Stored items
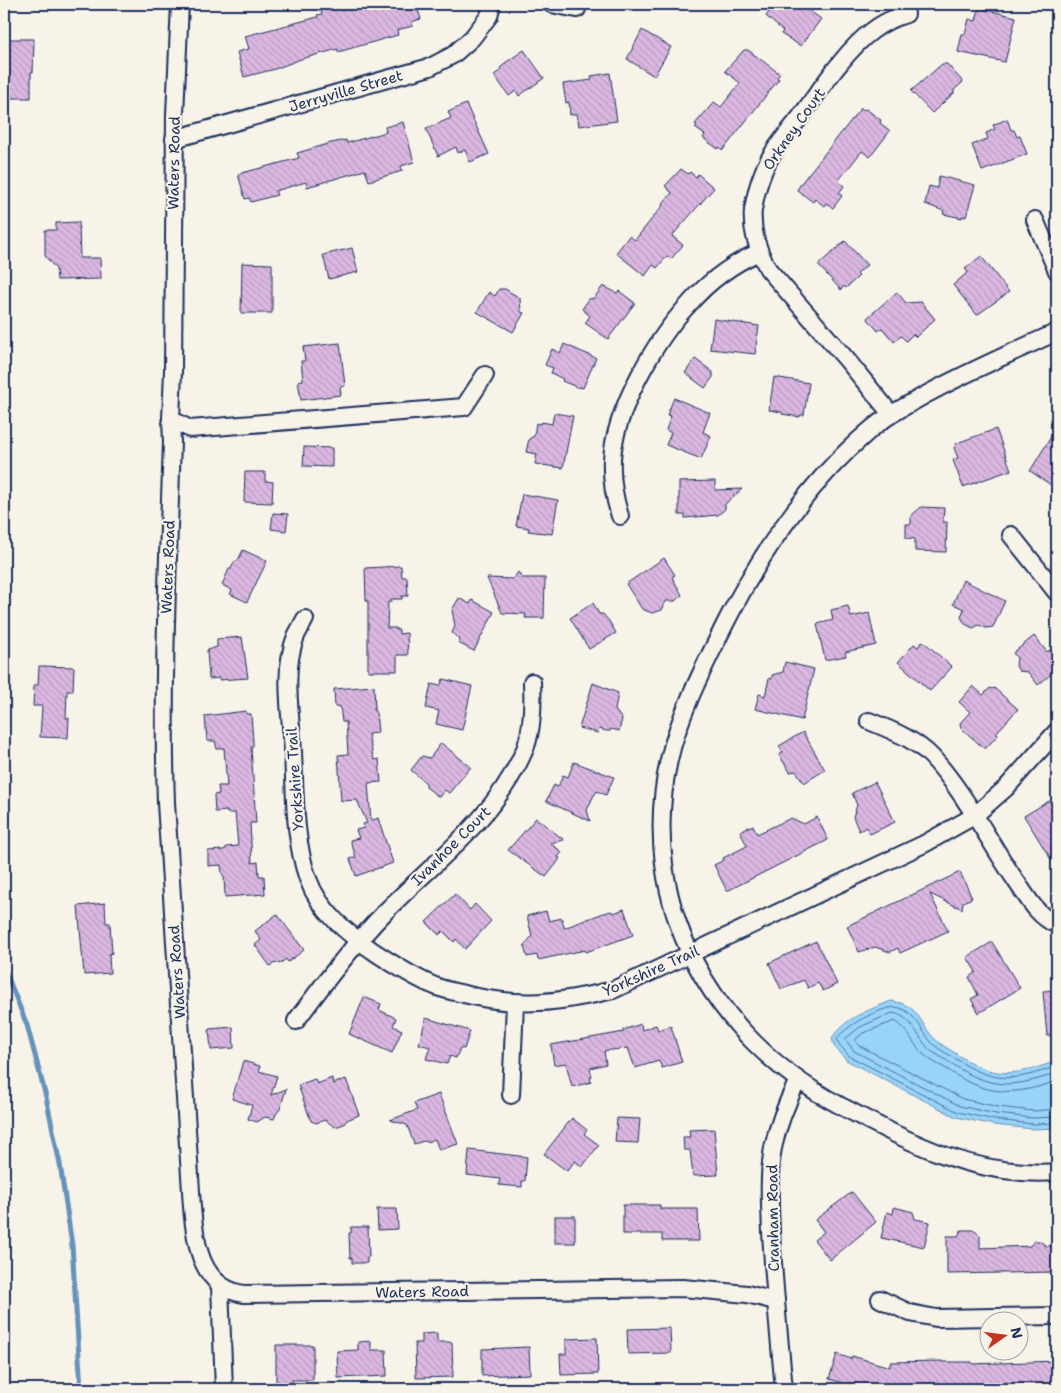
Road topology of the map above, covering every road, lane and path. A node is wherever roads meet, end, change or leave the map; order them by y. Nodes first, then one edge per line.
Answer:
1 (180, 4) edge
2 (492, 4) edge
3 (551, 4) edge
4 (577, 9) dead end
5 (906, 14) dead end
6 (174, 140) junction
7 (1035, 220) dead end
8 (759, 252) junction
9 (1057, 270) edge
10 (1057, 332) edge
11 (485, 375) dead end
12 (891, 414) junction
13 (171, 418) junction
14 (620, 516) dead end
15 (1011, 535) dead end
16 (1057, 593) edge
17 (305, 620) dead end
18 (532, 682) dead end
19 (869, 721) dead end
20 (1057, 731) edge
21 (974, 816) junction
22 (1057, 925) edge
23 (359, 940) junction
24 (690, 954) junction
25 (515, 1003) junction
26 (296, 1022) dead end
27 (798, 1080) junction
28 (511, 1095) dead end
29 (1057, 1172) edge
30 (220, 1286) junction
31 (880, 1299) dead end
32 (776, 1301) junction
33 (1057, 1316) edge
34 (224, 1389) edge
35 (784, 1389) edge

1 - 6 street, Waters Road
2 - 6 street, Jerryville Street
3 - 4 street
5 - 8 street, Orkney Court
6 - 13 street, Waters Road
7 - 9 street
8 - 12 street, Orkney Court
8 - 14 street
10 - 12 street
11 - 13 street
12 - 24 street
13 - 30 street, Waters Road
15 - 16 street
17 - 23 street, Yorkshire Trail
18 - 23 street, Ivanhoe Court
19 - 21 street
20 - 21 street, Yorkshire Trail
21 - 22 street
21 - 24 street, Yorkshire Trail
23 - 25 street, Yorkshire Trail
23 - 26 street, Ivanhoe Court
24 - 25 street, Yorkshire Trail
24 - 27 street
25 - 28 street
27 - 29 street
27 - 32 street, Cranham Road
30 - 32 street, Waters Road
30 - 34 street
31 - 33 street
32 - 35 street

→ **What is required**
Without any pictures, retype the records above exactly.

→ **Response to the task**
Road topology of the map above, covering every road, lane and path. A node is wherever roads meet, end, change or leave the map; order them by y. Nodes first, then one edge per line.
Answer:
1 (180, 4) edge
2 (492, 4) edge
3 (551, 4) edge
4 (577, 9) dead end
5 (906, 14) dead end
6 (174, 140) junction
7 (1035, 220) dead end
8 (759, 252) junction
9 (1057, 270) edge
10 (1057, 332) edge
11 (485, 375) dead end
12 (891, 414) junction
13 (171, 418) junction
14 (620, 516) dead end
15 (1011, 535) dead end
16 (1057, 593) edge
17 (305, 620) dead end
18 (532, 682) dead end
19 (869, 721) dead end
20 (1057, 731) edge
21 (974, 816) junction
22 (1057, 925) edge
23 (359, 940) junction
24 (690, 954) junction
25 (515, 1003) junction
26 (296, 1022) dead end
27 (798, 1080) junction
28 (511, 1095) dead end
29 (1057, 1172) edge
30 (220, 1286) junction
31 (880, 1299) dead end
32 (776, 1301) junction
33 (1057, 1316) edge
34 (224, 1389) edge
35 (784, 1389) edge

1 - 6 street, Waters Road
2 - 6 street, Jerryville Street
3 - 4 street
5 - 8 street, Orkney Court
6 - 13 street, Waters Road
7 - 9 street
8 - 12 street, Orkney Court
8 - 14 street
10 - 12 street
11 - 13 street
12 - 24 street
13 - 30 street, Waters Road
15 - 16 street
17 - 23 street, Yorkshire Trail
18 - 23 street, Ivanhoe Court
19 - 21 street
20 - 21 street, Yorkshire Trail
21 - 22 street
21 - 24 street, Yorkshire Trail
23 - 25 street, Yorkshire Trail
23 - 26 street, Ivanhoe Court
24 - 25 street, Yorkshire Trail
24 - 27 street
25 - 28 street
27 - 29 street
27 - 32 street, Cranham Road
30 - 32 street, Waters Road
30 - 34 street
31 - 33 street
32 - 35 street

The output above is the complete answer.